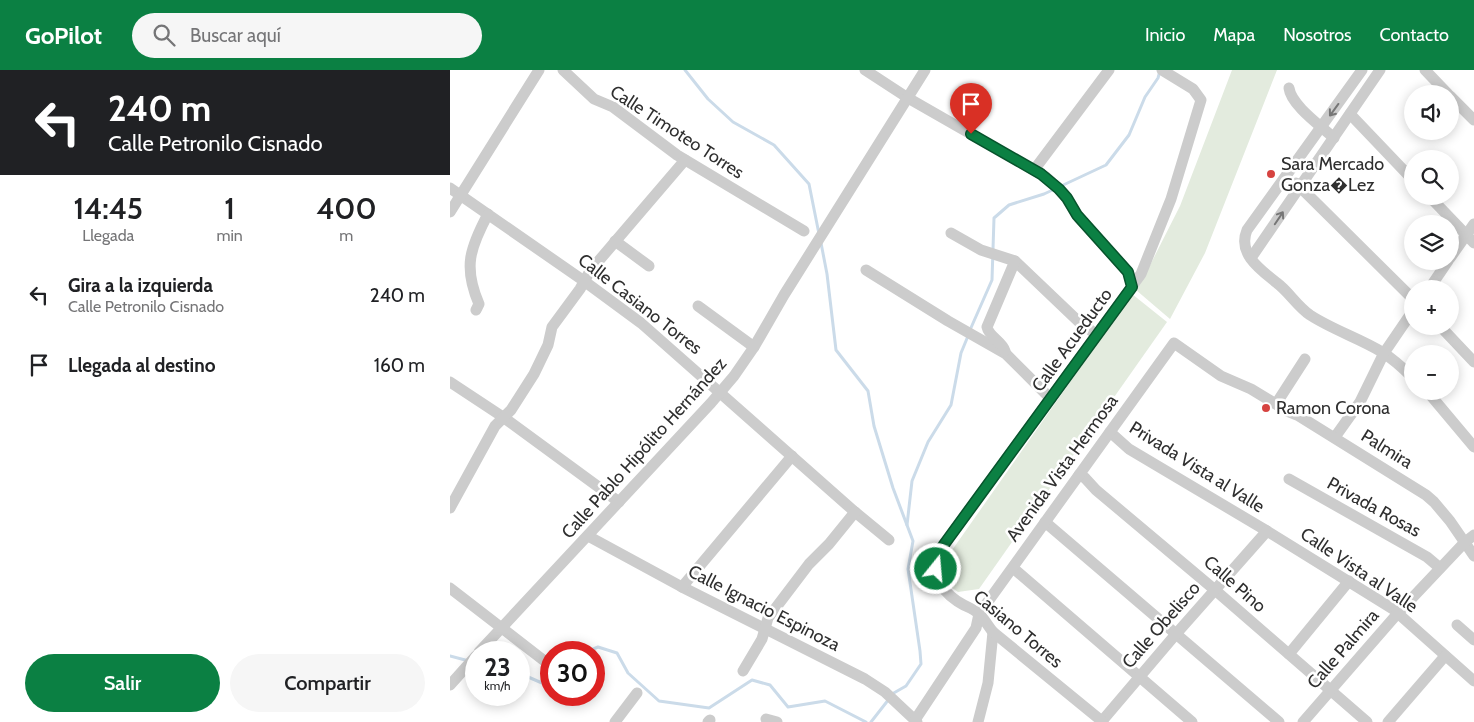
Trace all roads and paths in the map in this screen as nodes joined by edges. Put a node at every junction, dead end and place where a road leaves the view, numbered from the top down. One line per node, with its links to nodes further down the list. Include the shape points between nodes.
1 (539, 70): 24 (street)
2 (563, 70): 18 (street, Calle Timoteo Torres, via 594,99 613,107)
3 (866, 70): 12 (street)
4 (925, 70): 12 (street, Calle Pablo Hipólito Hernández)
5 (1109, 70): 19 (street)
6 (1362, 70): 16 (street, one-way to 16)
7 (1380, 70): 14 (street)
8 (1425, 70): 10 (street)
9 (1164, 71): 39 (street, Calle Acueducto, via 1193,89 1201,100 1171,199 1141,274)
10 (1439, 85)
11 (1289, 88): 16 (street, via 1289,94 1296,103)
12 (908, 98): 19 (street); 47 (street, Calle Pablo Hipólito Hernández)
13 (1459, 105): 15 (street)
14 (1350, 114): 17 (street); 20 (street)
15 (1474, 120)
16 (1322, 126): 17 (street); 21 (street)
17 (1334, 138): 22 (street)
18 (685, 160): 29 (street, Calle Timoteo Torres); 32 (street)
19 (1034, 170): 39 (street, via 1063,193 1077,215 1128,272)
20 (1404, 171)
21 (1288, 174): 22 (street); 34 (street, via 1248,230 1244,241)
22 (1300, 186): 34 (street, one-way to 22); 40 (street)
23 (450, 188): 24 (street, Calle Casiano Torres)
24 (460, 195): 26 (street); 27 (street, Calle Casiano Torres)
25 (1438, 205): 31 (street)
26 (450, 212)
27 (488, 214): 38 (street, Calle Casiano Torres); 42 (street, via 474,241 470,259 471,284 479,304)
28 (1474, 224): 31 (street)
29 (804, 231)
30 (950, 233): 35 (street, via 981,250)
31 (1470, 239): 33 (street)
32 (615, 241): 36 (street); 38 (street)
33 (1459, 250)
34 (1251, 258): 49 (street, via 1259,270 1311,316)
35 (1016, 261): 44 (street); 48 (street, via 987,327 1004,347)
36 (649, 266)
37 (866, 270): 48 (street)
38 (584, 281): 54 (street, Calle Casiano Torres, via 641,323); 58 (street, via 552,327 534,374)
39 (1132, 287): 44 (street, Calle Acueducto)
40 (1404, 290)
41 (698, 306): 47 (street)
42 (476, 310)
43 (1404, 324): 49 (street)
44 (1097, 335): 55 (street, Calle Acueducto)
45 (1448, 335): 51 (street)
46 (1174, 343): 57 (street, Palmira, via 1221,376); 59 (street, Avenida Vista Hermosa)
47 (754, 347): 54 (street, Calle Pablo Hipólito Hernández)
48 (1002, 352): 55 (street)
49 (1384, 353): 52 (street); 60 (street, via 1360,402)
50 (1305, 359): 57 (street)
51 (1474, 362)
52 (1404, 370)
53 (450, 382): 58 (street)
54 (721, 392): 62 (street, Calle Casiano Torres); 65 (street, Calle Pablo Hipólito Hernández)
55 (1051, 398): 73 (street, Calle Acueducto)
56 (1434, 400): 61 (street)
57 (1276, 404): 60 (street, Palmira)
58 (503, 418): 65 (street); 66 (street, via 490,434)
59 (1110, 432): 63 (street, Avenida Vista Hermosa); 69 (street, Privada Vista al Valle, via 1129,449)
60 (1335, 437): 71 (street, Palmira, via 1426,495)
61 (1474, 447)
62 (792, 456): 67 (street, Calle Casiano Torres); 78 (street)
63 (1079, 475): 68 (street, Avenida Vista Hermosa); 80 (street, Calle Pino)
64 (1289, 479): 76 (street, Privada Rosas, via 1428,557)
65 (619, 502): 70 (street, Calle Pablo Hipólito Hernández)
66 (450, 508)
67 (855, 512): 72 (street, Calle Casiano Torres); 85 (street, via 803,572 768,618)
68 (1045, 522): 75 (street, Avenida Vista Hermosa); 87 (street)
69 (1267, 531): 77 (street, Calle Vista al Valle); 80 (street, Calle Obelisco)
70 (588, 536): 78 (street, Calle Ignacio Espinoza); 84 (street, Calle Pablo Hipólito Hernández)
71 (1469, 539): 74 (street); 76 (street, Calle Palmira)
72 (889, 540)
73 (940, 550): 82 (street, Casiano Torres, via 936,564 940,585 951,597)
74 (1474, 556)
75 (1013, 568): 82 (street, Avenida Vista Hermosa); 95 (street)
76 (1440, 568): 81 (street, Calle Palmira)
77 (1349, 582): 81 (street, Calle Vista al Valle); 90 (street)
78 (682, 587): 85 (street, Calle Ignacio Espinoza)
79 (450, 588): 84 (street)
80 (1215, 590): 87 (street, Calle Obelisco); 90 (street, Calle Pino)
81 (1398, 613): 91 (street, Calle Vista al Valle); 98 (street, Calle Palmira)
82 (979, 614): 86 (street, Casiano Torres); 100 (street, Avenida Vista Hermosa, via 976,628)
83 (1457, 625): 88 (street)
84 (501, 628): 89 (street, Calle Pablo Hipólito Hernández); 92 (street)
85 (764, 629): 94 (street, via 762,639); 100 (street, Calle Ignacio Espinoza, via 886,692)
86 (993, 632): 102 (street, via 988,683); 103 (street, Casiano Torres)
87 (1176, 634): 95 (street, Calle Obelisco); 105 (street)
88 (1474, 640)
89 (489, 641)
90 (1289, 654): 98 (street, Calle Pino)
91 (1445, 656): 96 (street, Calle Vista al Valle); 108 (street)
92 (540, 658)
93 (465, 668): 97 (street)
94 (743, 671)
95 (1140, 676): 103 (street, Calle Obelisco); 104 (street)
96 (1474, 681)
97 (450, 685)
98 (1331, 690): 106 (street, Calle Palmira); 107 (street, Calle Pino)
99 (637, 692): 101 (street)
100 (916, 721)
101 (616, 722)
102 (978, 722)
103 (1102, 722)
104 (1192, 722)
105 (1279, 722)
106 (1303, 722)
107 (1367, 722)
108 (1388, 722)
****************************************
-- What the exercise asks --
Please copy every line of the data that carries the string "Espinoza".

-- Answer for this exercise --
70 (588, 536): 78 (street, Calle Ignacio Espinoza); 84 (street, Calle Pablo Hipólito Hernández)
78 (682, 587): 85 (street, Calle Ignacio Espinoza)
85 (764, 629): 94 (street, via 762,639); 100 (street, Calle Ignacio Espinoza, via 886,692)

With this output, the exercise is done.